Kualitas insaniah kita merosot hanya sekadar menjadi khayawanunnathiiq. Sekadar menjadi homo faber, homo economicus dan homo sapiens. Terjebak pada arus ketidak sadaran budaya, sehingga memasukkan kita menjadi bagian dari sekumpulan manusia yang merendahkan martabat-nya sendiri. Pertanyaan pertanyaan insaniah ihwal hakekat dasar manusia berbudaya yang jelas asal - usulnya, tak memperoleh jawaban yang semestinya.
Keringnya adab dan pengabaian terhadap pentingnya relijiusitas dalam perilaku kehidupan kita sehari-hari, telah menyebabkan kita menjadi 'budak bangor” yang menghilang dari peradabannya sendiri.

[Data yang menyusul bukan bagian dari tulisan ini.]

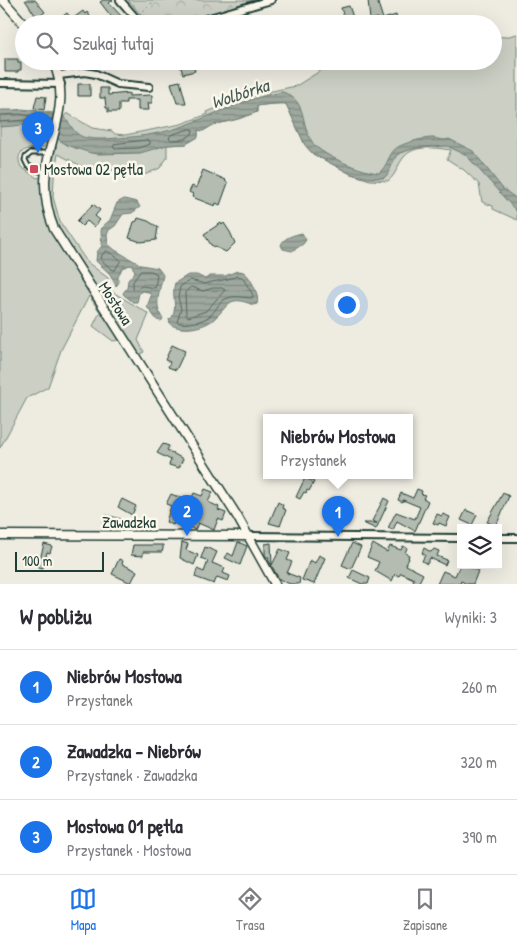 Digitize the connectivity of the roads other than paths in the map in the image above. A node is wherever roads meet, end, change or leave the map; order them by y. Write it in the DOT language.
graph roads {
  1 [pos="3,0"];
  2 [pos="120,0"];
  3 [pos="271,0"];
  4 [pos="16,15"];
  5 [pos="133,15"];
  6 [pos="220,15"];
  7 [pos="57,70"];
  8 [pos="59,74"];
  9 [pos="0,83"];
  10 [pos="61,84"];
  11 [pos="149,88"];
  12 [pos="49,153"];
  13 [pos="46,174"];
  14 [pos="0,535"];
  15 [pos="249,536"];
  16 [pos="457,538"];
  17 [pos="502,538"];
  18 [pos="517,538"];
  19 [pos="275,584"];
  1 -- 4 [label="street"];
  2 -- 5 [label="street"];
  3 -- 6 [label="street"];
  7 -- 8 [label="street, Mostowa"];
  8 -- 10 [label="street, Mostowa"];
  8 -- 11 [label="street"];
  9 -- 10 [label="street"];
  10 -- 12 [label="street, Mostowa"];
  12 -- 13 [label="street, Mostowa"];
  12 -- 13 [label="lane"];
  13 -- 15 [label="street, Mostowa"];
  14 -- 15 [label="street, Zawadzka"];
  15 -- 16 [label="street, Zawadzka"];
  15 -- 19 [label="street, Mostowa"];
  17 -- 18 [label="street"];
}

Menggenggam ‘senjata malela ' untuk menghancurkan sesama.
Sementara mereka yang sepatutnya memberi pencerahan, kehilangan kesadaran untuk memainkan peran dan fungsi yang semestinya dilakukan. Hanyut dalam perebutan kekuasaan, jabatan dan saling memperebutkan ke-senangan sesat sesaat, tanpa jelas apa manfaatnya.

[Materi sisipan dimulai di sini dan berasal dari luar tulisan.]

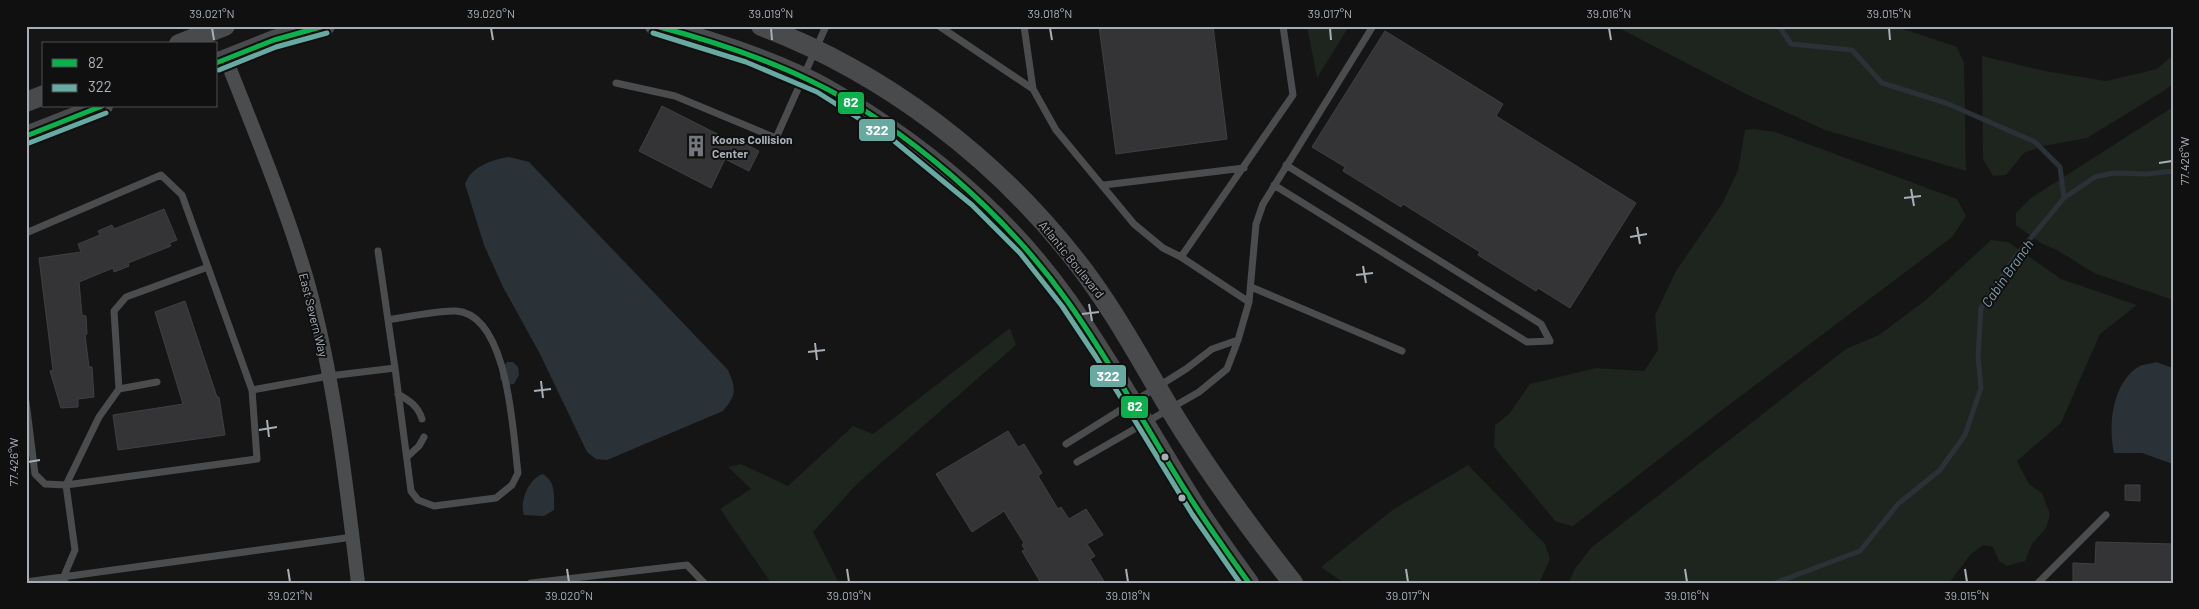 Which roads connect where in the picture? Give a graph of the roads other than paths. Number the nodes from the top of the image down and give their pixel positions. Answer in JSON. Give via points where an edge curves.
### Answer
{"nodes":[{"id":1,"x":325,"y":26,"type":"edge"},
{"id":2,"x":655,"y":26,"type":"edge"},
{"id":3,"x":761,"y":26,"type":"edge"},
{"id":4,"x":826,"y":26,"type":"edge"},
{"id":5,"x":939,"y":26,"type":"edge"},
{"id":6,"x":1024,"y":26,"type":"edge"},
{"id":7,"x":1283,"y":26,"type":"edge"},
{"id":8,"x":1374,"y":26,"type":"edge"},
{"id":9,"x":218,"y":27,"type":"edge"},
{"id":10,"x":184,"y":42,"type":"edge"},
{"id":11,"x":817,"y":50,"type":"junction"},
{"id":12,"x":221,"y":61,"type":"edge"},
{"id":13,"x":804,"y":77,"type":"junction"},
{"id":14,"x":616,"y":83,"type":"dead end"},
{"id":15,"x":1033,"y":89,"type":"junction"},
{"id":16,"x":42,"y":96,"type":"edge"},
{"id":17,"x":26,"y":102,"type":"edge"},
{"id":18,"x":99,"y":108,"type":"edge"},
{"id":19,"x":26,"y":136,"type":"edge"},
{"id":20,"x":1286,"y":165,"type":"junction"},
{"id":21,"x":1244,"y":168,"type":"junction"},
{"id":22,"x":1104,"y":185,"type":"junction"},
{"id":23,"x":1274,"y":185,"type":"junction"},
{"id":24,"x":26,"y":233,"type":"edge"},
{"id":25,"x":378,"y":251,"type":"dead end"},
{"id":26,"x":1182,"y":257,"type":"junction"},
{"id":27,"x":208,"y":266,"type":"junction"},
{"id":28,"x":1251,"y":287,"type":"junction"},
{"id":29,"x":1249,"y":302,"type":"junction"},
{"id":30,"x":388,"y":320,"type":"junction"},
{"id":31,"x":1238,"y":340,"type":"junction"},
{"id":32,"x":1402,"y":351,"type":"dead end"},
{"id":33,"x":395,"y":368,"type":"junction"},
{"id":34,"x":329,"y":376,"type":"junction"},
{"id":35,"x":157,"y":382,"type":"dead end"},
{"id":36,"x":1157,"y":385,"type":"junction"},
{"id":37,"x":119,"y":389,"type":"junction"},
{"id":38,"x":252,"y":390,"type":"junction"},
{"id":39,"x":398,"y":394,"type":"junction"},
{"id":40,"x":26,"y":402,"type":"edge"},
{"id":41,"x":1132,"y":403,"type":"junction"},
{"id":42,"x":1170,"y":408,"type":"junction"},
{"id":43,"x":422,"y":419,"type":"dead end"},
{"id":44,"x":1144,"y":423,"type":"junction"},
{"id":45,"x":424,"y":436,"type":"dead end"},
{"id":46,"x":1066,"y":444,"type":"dead end"},
{"id":47,"x":406,"y":457,"type":"junction"},
{"id":48,"x":1077,"y":462,"type":"dead end"},
{"id":49,"x":66,"y":485,"type":"junction"},
{"id":50,"x":2106,"y":515,"type":"dead end"},
{"id":51,"x":353,"y":537,"type":"junction"},
{"id":52,"x":64,"y":580,"type":"edge"},
{"id":53,"x":26,"y":582,"type":"edge"},
{"id":54,"x":358,"y":583,"type":"edge"},
{"id":55,"x":531,"y":583,"type":"edge"},
{"id":56,"x":704,"y":583,"type":"edge"},
{"id":57,"x":1249,"y":583,"type":"edge"},
{"id":58,"x":1293,"y":583,"type":"edge"},
{"id":59,"x":2038,"y":583,"type":"edge"}],
"edges":[{"from":1,"to":12,"type":"main road","via":[[274,40]]},
{"from":2,"to":13,"type":"main road","via":[[730,48]]},
{"from":3,"to":11,"type":"main road","name":"Atlantic Boulevard"},
{"from":4,"to":11,"type":"lane"},
{"from":5,"to":15,"type":"lane"},
{"from":6,"to":15,"type":"lane"},
{"from":7,"to":21,"type":"lane","via":[[1292,95]]},
{"from":8,"to":20,"type":"lane"},
{"from":9,"to":10,"type":"main road"},
{"from":9,"to":12,"type":"main road"},
{"from":11,"to":13,"type":"lane"},
{"from":11,"to":36,"type":"main road","name":"Atlantic Boulevard","via":[[942,127],[1004,180],[1077,262],[1107,303]]},
{"from":12,"to":34,"type":"street","name":"East Severn Way","via":[[274,178],[302,266]]},
{"from":13,"to":14,"type":"lane","via":[[776,138],[675,96]]},
{"from":13,"to":41,"type":"main road","via":[[855,106],[936,162],[996,215],[1068,302]]},
{"from":15,"to":22,"type":"lane","via":[[1056,130]]},
{"from":16,"to":17,"type":"main road"},
{"from":18,"to":19,"type":"main road"},
{"from":20,"to":23,"type":"lane"},
{"from":20,"to":23,"type":"lane","via":[[1541,324],[1550,341],[1527,342]]},
{"from":21,"to":22,"type":"lane"},
{"from":21,"to":26,"type":"lane"},
{"from":22,"to":26,"type":"lane","via":[[1134,224],[1162,248]]},
{"from":23,"to":28,"type":"lane","via":[[1256,224]]},
{"from":24,"to":27,"type":"lane","via":[[161,175],[182,195]]},
{"from":25,"to":30,"type":"lane"},
{"from":26,"to":29,"type":"lane"},
{"from":27,"to":37,"type":"lane","via":[[126,297],[114,311]]},
{"from":27,"to":38,"type":"lane"},
{"from":28,"to":29,"type":"lane"},
{"from":28,"to":32,"type":"lane"},
{"from":29,"to":31,"type":"lane"},
{"from":30,"to":33,"type":"lane"},
{"from":30,"to":47,"type":"lane","via":[[457,311],[472,315],[484,326],[498,350],[509,398],[518,473],[512,485],[496,498],[434,506],[418,500],[411,491]]},
{"from":31,"to":36,"type":"lane","via":[[1212,349]]},
{"from":31,"to":42,"type":"lane","via":[[1227,369],[1199,392]]},
{"from":33,"to":34,"type":"lane"},
{"from":33,"to":39,"type":"lane"},
{"from":34,"to":38,"type":"lane"},
{"from":34,"to":51,"type":"street","name":"East Severn Way"},
{"from":35,"to":37,"type":"lane"},
{"from":36,"to":41,"type":"lane"},
{"from":36,"to":42,"type":"main road","name":"Atlantic Boulevard"},
{"from":37,"to":49,"type":"lane","via":[[99,417]]},
{"from":38,"to":49,"type":"lane","via":[[257,459]]},
{"from":39,"to":43,"type":"lane","via":[[419,409]]},
{"from":39,"to":47,"type":"lane"},
{"from":40,"to":49,"type":"lane","via":[[35,474],[45,484]]},
{"from":41,"to":44,"type":"main road"},
{"from":41,"to":46,"type":"lane"},
{"from":42,"to":44,"type":"lane"},
{"from":42,"to":58,"type":"main road","name":"Atlantic Boulevard","via":[[1212,475]]},
{"from":44,"to":48,"type":"lane"},
{"from":44,"to":57,"type":"main road","via":[[1199,512]]},
{"from":45,"to":47,"type":"lane","via":[[419,446]]},
{"from":49,"to":52,"type":"lane","via":[[75,550]]},
{"from":50,"to":59,"type":"lane"},
{"from":51,"to":52,"type":"lane"},
{"from":51,"to":54,"type":"street","name":"East Severn Way"},
{"from":52,"to":53,"type":"lane"},
{"from":55,"to":56,"type":"lane","via":[[687,565]]}]}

…………………. Sangkakala padjadjaran, mengingatkan kita pada kriteria kepemimpinan, yang se­sungguhnya sudah kita kenali sebelumnya.

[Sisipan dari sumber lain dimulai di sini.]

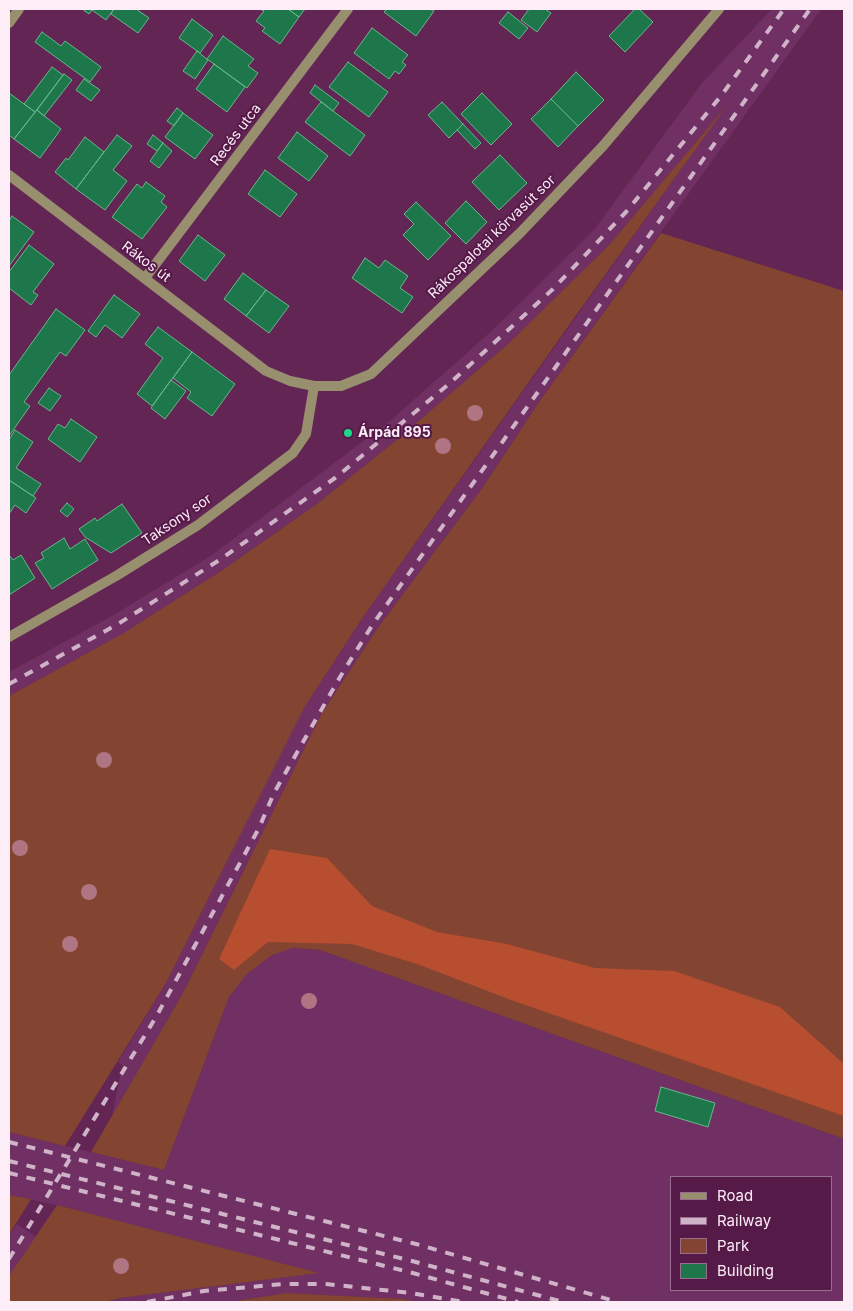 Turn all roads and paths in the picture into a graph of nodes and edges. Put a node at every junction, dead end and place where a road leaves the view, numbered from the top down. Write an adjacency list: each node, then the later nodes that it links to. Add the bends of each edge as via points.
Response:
1 (20, 9): 4 (street)
2 (348, 9): 6 (street, Recés utca)
3 (715, 10): 8 (street, Rákospalotai körvasút sor, via 603,146 520,234 371,374 341,386)
4 (9, 23)
5 (9, 175): 6 (street, Rákos út)
6 (145, 278): 7 (street, Rákos út)
7 (266, 370): 8 (street, Rákospalotai körvasút sor, via 290,381)
8 (314, 386): 9 (street, Taksony sor, via 306,434 293,454 198,525)
9 (9, 636)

pertama : Satria nu Pinandita. Pemimpin yang dapat dipercaya, beriman dan bertaqwa kepada Tuhan Maha Esa Allah Swt , dan karenanya memiliki keberanian dan kecerdasan menghadapi jaman baru, seraya mampu mengambil inisiatif -inisiatif untuk menggerakkan seluruh potensi kreatif bangsa, sebagai kekuatan bersama, di bawah satu visi dan satu kepemimpinan;
kedua : Ajen Wewesen. Berbudi luhur dan mampu mentransformasikan gagasan dan visi bersama seluruh rakyat secara komunikatif, sehingga mudah dipahami. Akomodatif terhadap beragam inisiatif dan gagasan yang muncul dari bawah, serta terencana dalam bertindak;
ketiga : Teuas peureup lemes usap. Berdisiplin dan bersiteguh mempertahankan komitmen, mampu bertindak tegas menegakkan hukum, memberikan punishment terhadap siapa saja yang melanggar hukum, sekaligus mampu dan tanggap memberikan apresiasi dan reward terhadap siapa saja yang melaksanakan aturan yang disepakati bersama;
keempat : Pageuh keupeul  lega awur. Hemat tapi dermawan, karena mampu bertindak secara mankus dan sangkil (efektif dan efisien). Karenanya, ia merupakan pemimpin yang memiliki kemampuan mengolah kemanfaatan setiap program yang ditetapkan bersama untuk dilaksanakan. Memperkecil peluang terjadinya kolusi, korupsi dan penyalahgunaan wewenang jabatan untuk kepentingan diri sendiri;
kelima : Silih Asah Silih Asih. Karib dan peduli terhadap rakyat, dan karenanya dicintai rakyat dan bawahannya. Di depan menjadi pemandu, di tengah menjadi inisiator;
keenam : Teguh Pancuh Silih Asuh. Akomodatif, demokratis dan mampu menjadi pemberi jalan' kebaikan, serta berkemampuan memandu, memberi arah dan pedoman bagi rakyat dan bawahannya untuk mencapai tujuan bersama. Karena itu mampu mengelola seluruh potensi bangsanya secara fungsional, proporsional dan profesional.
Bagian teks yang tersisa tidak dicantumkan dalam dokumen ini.